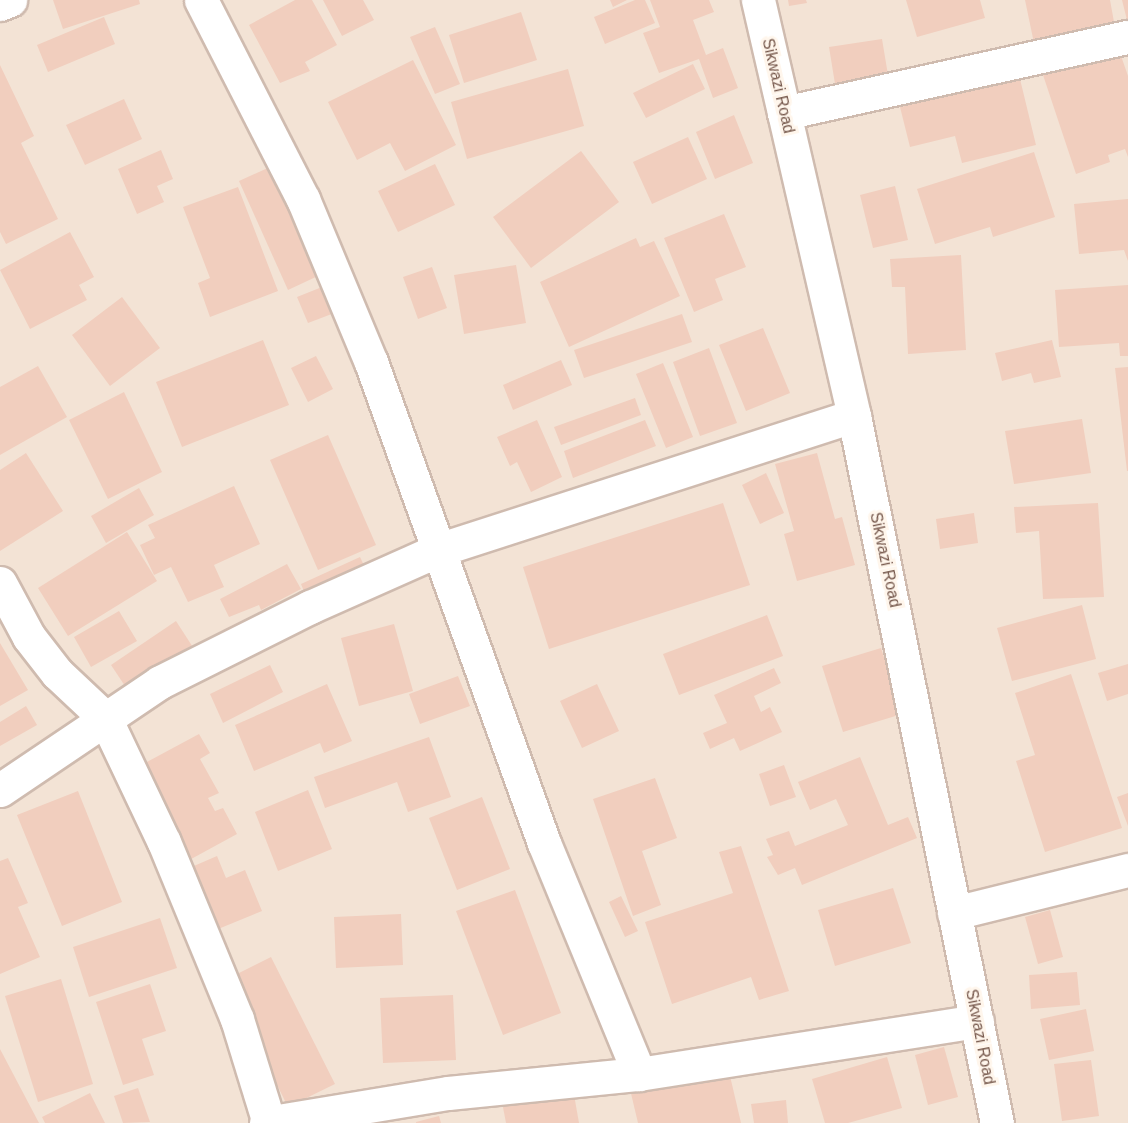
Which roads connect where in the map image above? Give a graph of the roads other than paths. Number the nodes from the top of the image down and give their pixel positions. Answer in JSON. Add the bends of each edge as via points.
{"nodes":[{"id":1,"x":10,"y":0,"type":"edge"},
{"id":2,"x":201,"y":0,"type":"edge"},
{"id":3,"x":758,"y":0,"type":"edge"},
{"id":4,"x":0,"y":4,"type":"edge"},
{"id":5,"x":1128,"y":37,"type":"edge"},
{"id":6,"x":784,"y":113,"type":"junction"},
{"id":7,"x":854,"y":416,"type":"junction"},
{"id":8,"x":438,"y":550,"type":"junction"},
{"id":9,"x":0,"y":583,"type":"edge"},
{"id":10,"x":105,"y":718,"type":"junction"},
{"id":11,"x":0,"y":790,"type":"edge"},
{"id":12,"x":1128,"y":870,"type":"edge"},
{"id":13,"x":954,"y":913,"type":"junction"},
{"id":14,"x":977,"y":1021,"type":"junction"},
{"id":15,"x":639,"y":1074,"type":"junction"},
{"id":16,"x":267,"y":1123,"type":"edge"},
{"id":17,"x":997,"y":1123,"type":"edge"}],
"edges":[{"from":1,"to":4,"type":"street"},
{"from":2,"to":8,"type":"street","via":[[303,199],[371,362]]},
{"from":3,"to":6,"type":"street","name":"Sikwazi Road"},
{"from":5,"to":6,"type":"street"},
{"from":6,"to":7,"type":"street","name":"Sikwazi Road"},
{"from":7,"to":8,"type":"street"},
{"from":7,"to":13,"type":"street","name":"Sikwazi Road","via":[[917,712]]},
{"from":8,"to":10,"type":"street","via":[[204,658]]},
{"from":8,"to":15,"type":"street","via":[[544,843]]},
{"from":9,"to":10,"type":"street","via":[[29,637],[57,673]]},
{"from":10,"to":11,"type":"street"},
{"from":10,"to":16,"type":"street","via":[[164,842],[237,1019]]},
{"from":12,"to":13,"type":"street"},
{"from":13,"to":14,"type":"street","name":"Sikwazi Road"},
{"from":14,"to":15,"type":"street"},
{"from":14,"to":17,"type":"street","name":"Sikwazi Road"},
{"from":15,"to":16,"type":"street","via":[[448,1093]]}]}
════════
● **WHAT TO DO**
Lines containing the word "junction" are to be pulled from the records and copied.

● **SOLVED PROBLEM**
{"id":6,"x":784,"y":113,"type":"junction"},
{"id":7,"x":854,"y":416,"type":"junction"},
{"id":8,"x":438,"y":550,"type":"junction"},
{"id":10,"x":105,"y":718,"type":"junction"},
{"id":13,"x":954,"y":913,"type":"junction"},
{"id":14,"x":977,"y":1021,"type":"junction"},
{"id":15,"x":639,"y":1074,"type":"junction"},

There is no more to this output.